“日本人女性”も巡礼する「チベット仏教聖地」、敏腕TVディレクターが見た驚きの世界 標高4000m「天空の村」で、たくましくも心豊かに暮らす人々、そして花開いた“独自の芸術”とは?
世界36カ国を約5年間放浪した体験記『花嫁を探しに、世界一周の旅に出た』が話題を呼んでいるTVディレクター・後藤隆一郎氏。 【写真で見る】「まさかの場所」で出会った旅する“日本人女性”の素顔と、「チベット仏教聖地」驚きの世界 その後藤氏が旅の途中で訪れた、ヒマラヤ山脈にある辺境の地、チベット仏教の聖地「スピティバレー」で出会った「標高4000mに暮らす人々」の実態をお届けします。 *この記事の前半:標高4000m! TVマンが単独で目指した「天空の村」 ■チベットの定番料理、モモに舌鼓 「ごっつさん」
遠くのほうから、日本人女性の声が聞こえてきた。 「カナさん!」 そこには、ラフなタイパンツに黒い洋服、首にはベージュ色の大きなマフラーを巻いたカナさんの姿があった。

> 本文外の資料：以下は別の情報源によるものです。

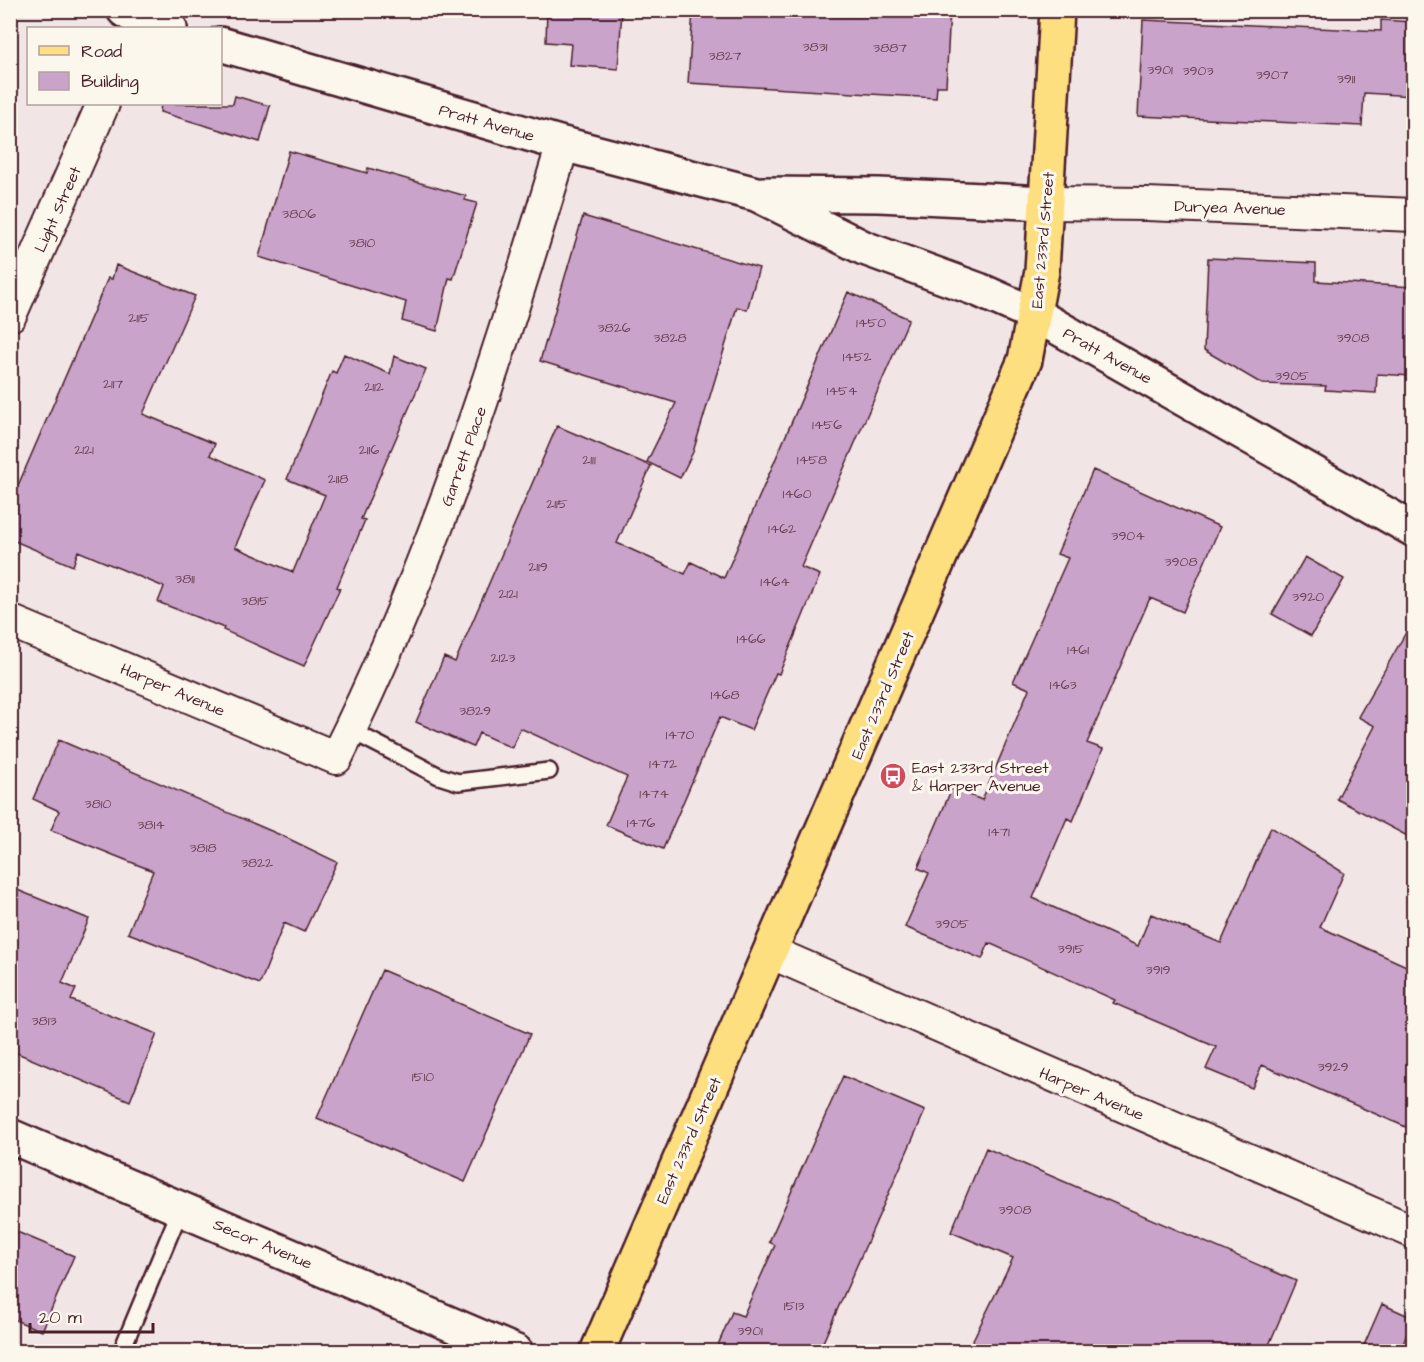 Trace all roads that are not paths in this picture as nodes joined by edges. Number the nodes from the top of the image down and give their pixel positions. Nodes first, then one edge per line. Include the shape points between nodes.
1 (1057, 10) edge
2 (133, 19) edge
3 (166, 27) edge
4 (222, 45) edge
5 (103, 105) edge
6 (563, 144) junction
7 (756, 194) junction
8 (1047, 203) junction
9 (1413, 215) edge
10 (10, 315) edge
11 (1036, 315) junction
12 (1413, 530) edge
13 (10, 621) edge
14 (350, 730) junction
15 (336, 758) joint
16 (549, 771) dead end
17 (770, 952) junction
18 (10, 1136) edge
19 (181, 1208) junction
20 (1413, 1232) edge
21 (121, 1352) edge
22 (516, 1352) edge
23 (597, 1352) edge

1 - 8 main road, East 233rd Street
2 - 3 street
4 - 6 street, Pratt Avenue
5 - 10 street, Light Street
6 - 7 street, Pratt Avenue
6 - 14 street, Garrett Place via 480,408 436,528
7 - 8 street, Pratt Avenue
7 - 11 street, Pratt Avenue via 864,248
8 - 9 street, Duryea Avenue
8 - 11 main road, East 233rd Street
11 - 12 street, Pratt Avenue
11 - 17 main road, East 233rd Street via 1025,360
13 - 15 street, Harper Avenue
14 - 15 street, Garrett Place
14 - 16 lane via 458,782
17 - 20 street, Harper Avenue
17 - 23 main road, East 233rd Street
18 - 19 street, Secor Avenue
19 - 21 lane
19 - 22 street, Secor Avenue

マフラーの上からヒマラヤ山脈の雪のような白い布を纏っている。その出立ちは、山の女神さまの化身のように思えた。 その後、二人で近くの食堂に入り、野菜のモモを注文した。モモは小籠包のような形をした蒸し餃子で、辛いタレをつけて食べる定番のチベット料理。

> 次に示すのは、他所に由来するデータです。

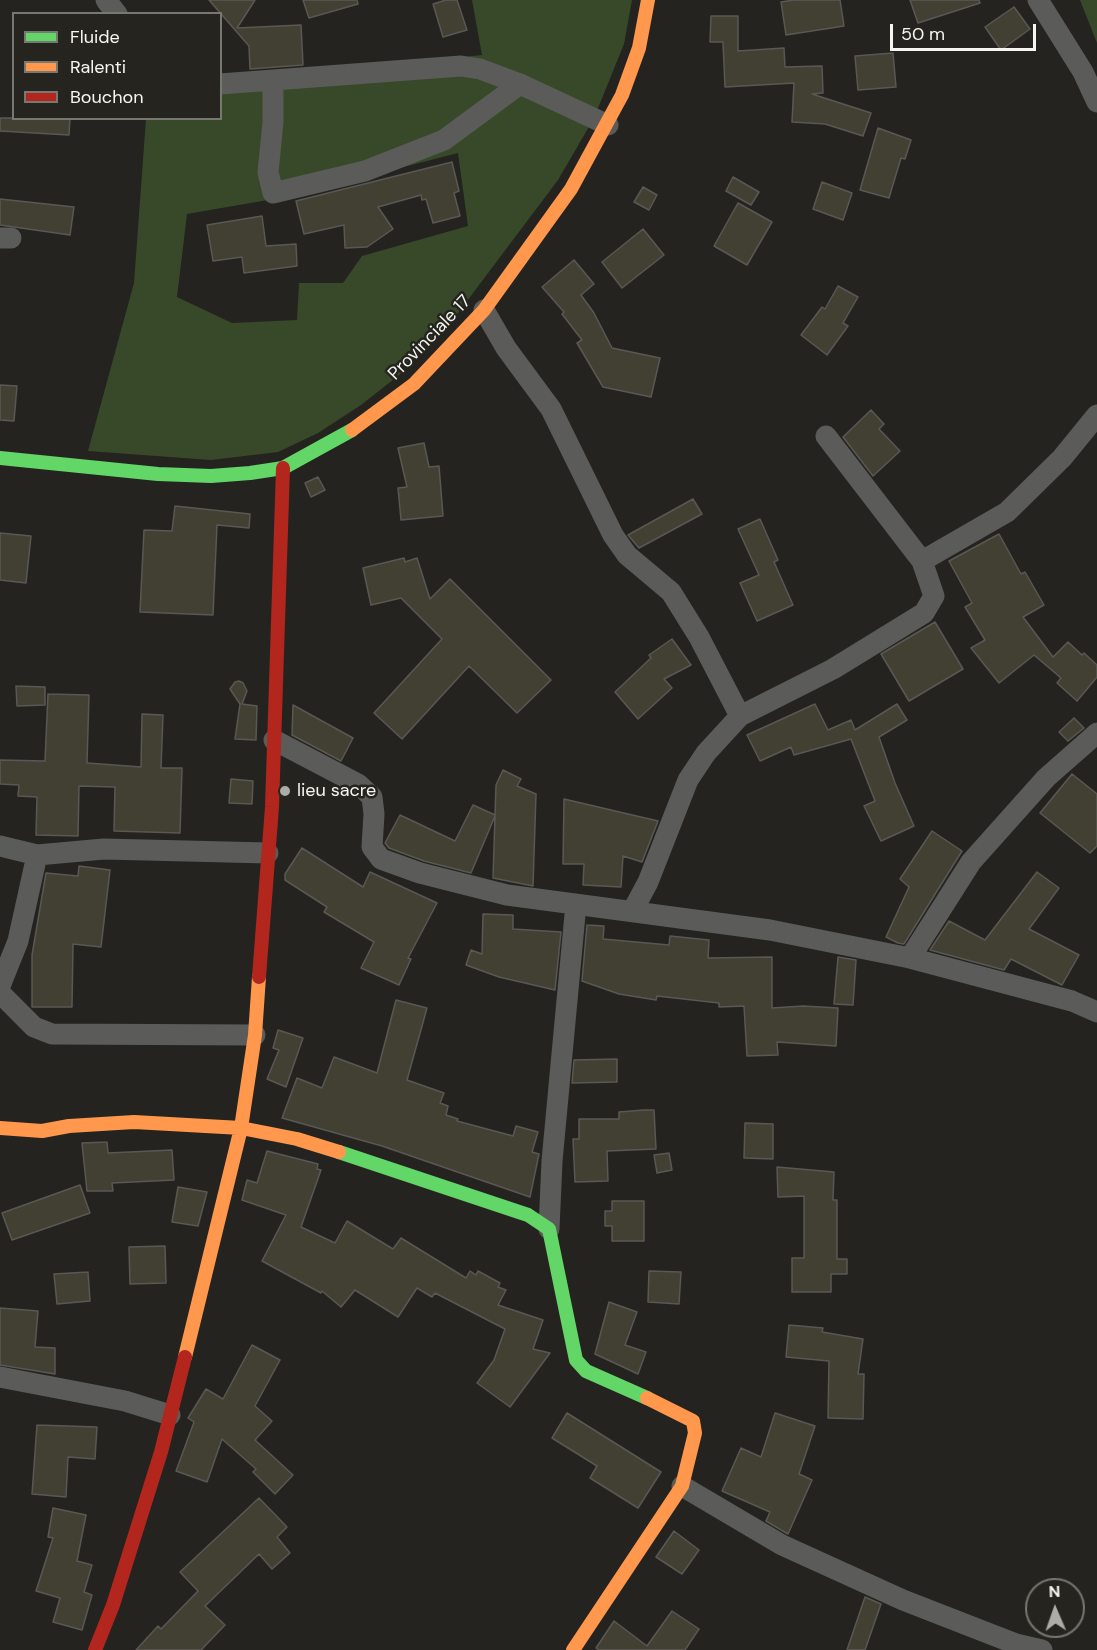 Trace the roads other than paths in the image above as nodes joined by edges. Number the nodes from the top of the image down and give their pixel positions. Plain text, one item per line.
1 (106, 0) edge
2 (648, 0) edge
3 (1038, 0) edge
4 (115, 12) edge
5 (273, 80) junction
6 (222, 84) edge
7 (520, 84) junction
8 (1097, 102) edge
9 (608, 125) junction
10 (484, 310) junction
11 (1097, 415) edge
12 (826, 436) dead end
13 (0, 458) edge
14 (283, 468) junction
15 (922, 561) junction
16 (740, 716) junction
17 (1097, 733) edge
18 (274, 740) junction
19 (0, 846) edge
20 (268, 853) junction
21 (37, 855) junction
22 (576, 904) junction
23 (633, 910) junction
24 (910, 958) junction
25 (0, 986) edge
26 (0, 993) edge
27 (1097, 1012) edge
28 (255, 1035) junction
29 (0, 1128) edge
30 (241, 1128) junction
31 (549, 1229) junction
32 (0, 1377) edge
33 (170, 1414) junction
34 (682, 1486) junction
35 (95, 1650) edge
36 (573, 1650) edge
37 (1042, 1650) edge

1 - 4 street
2 - 9 street, Provinciale 17
3 - 8 street
5 - 6 street
5 - 7 street
5 - 7 street
7 - 9 street
9 - 10 street, Provinciale 17
10 - 14 street, Provinciale 17
10 - 16 street
11 - 15 street
12 - 15 street
13 - 14 street, Provinciale 17
14 - 18 street
15 - 16 street
16 - 23 street
17 - 24 street
18 - 20 street
18 - 22 street
19 - 21 street
20 - 21 street
20 - 28 street
21 - 25 street
22 - 23 street
22 - 31 street
23 - 24 street
24 - 27 street
26 - 28 street
28 - 30 street
29 - 30 street
30 - 31 street
30 - 33 street
31 - 34 street
32 - 33 street
33 - 35 street
34 - 36 street
34 - 37 street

「俺、バシストのフジ食堂で分けてもらった醤油を持ってきてるんだよね」 「え、本当ですか? 酢は持ってきました?」 「酢もくださいって、さすがに言えなかった。醤油だけでも十分でしょ」 チベットの村ではモモが続く可能性があるため、他の情報はほとんど調べてこなかったが、醤油だけはペットボトルに入れて持ってきたのだ。醤油さえあれば、どんな料理も美味しくなる。 「あぶね~、ペットボトルがパンパンに膨らんで破裂しそうになってる」
標高2000mのバシストと3650mここでは高低差が1600m近くある。 「ここに来るまでの道、4500m超えの山がいくつかあったから、破裂していてもおかしくなかったですね」 「荷物が醤油まみれになったら、完全に終わってたわ」 インドの旅人の間で有名な「世界一危険な道」には、道路状況だけでなく、こんな危険も孕んでいたようだ。 膨れ上がったペットボトルを見ながら、二人で軽く笑った。そして、醤油に辛いタレを少し混ぜ、美味しいモモを堪能した。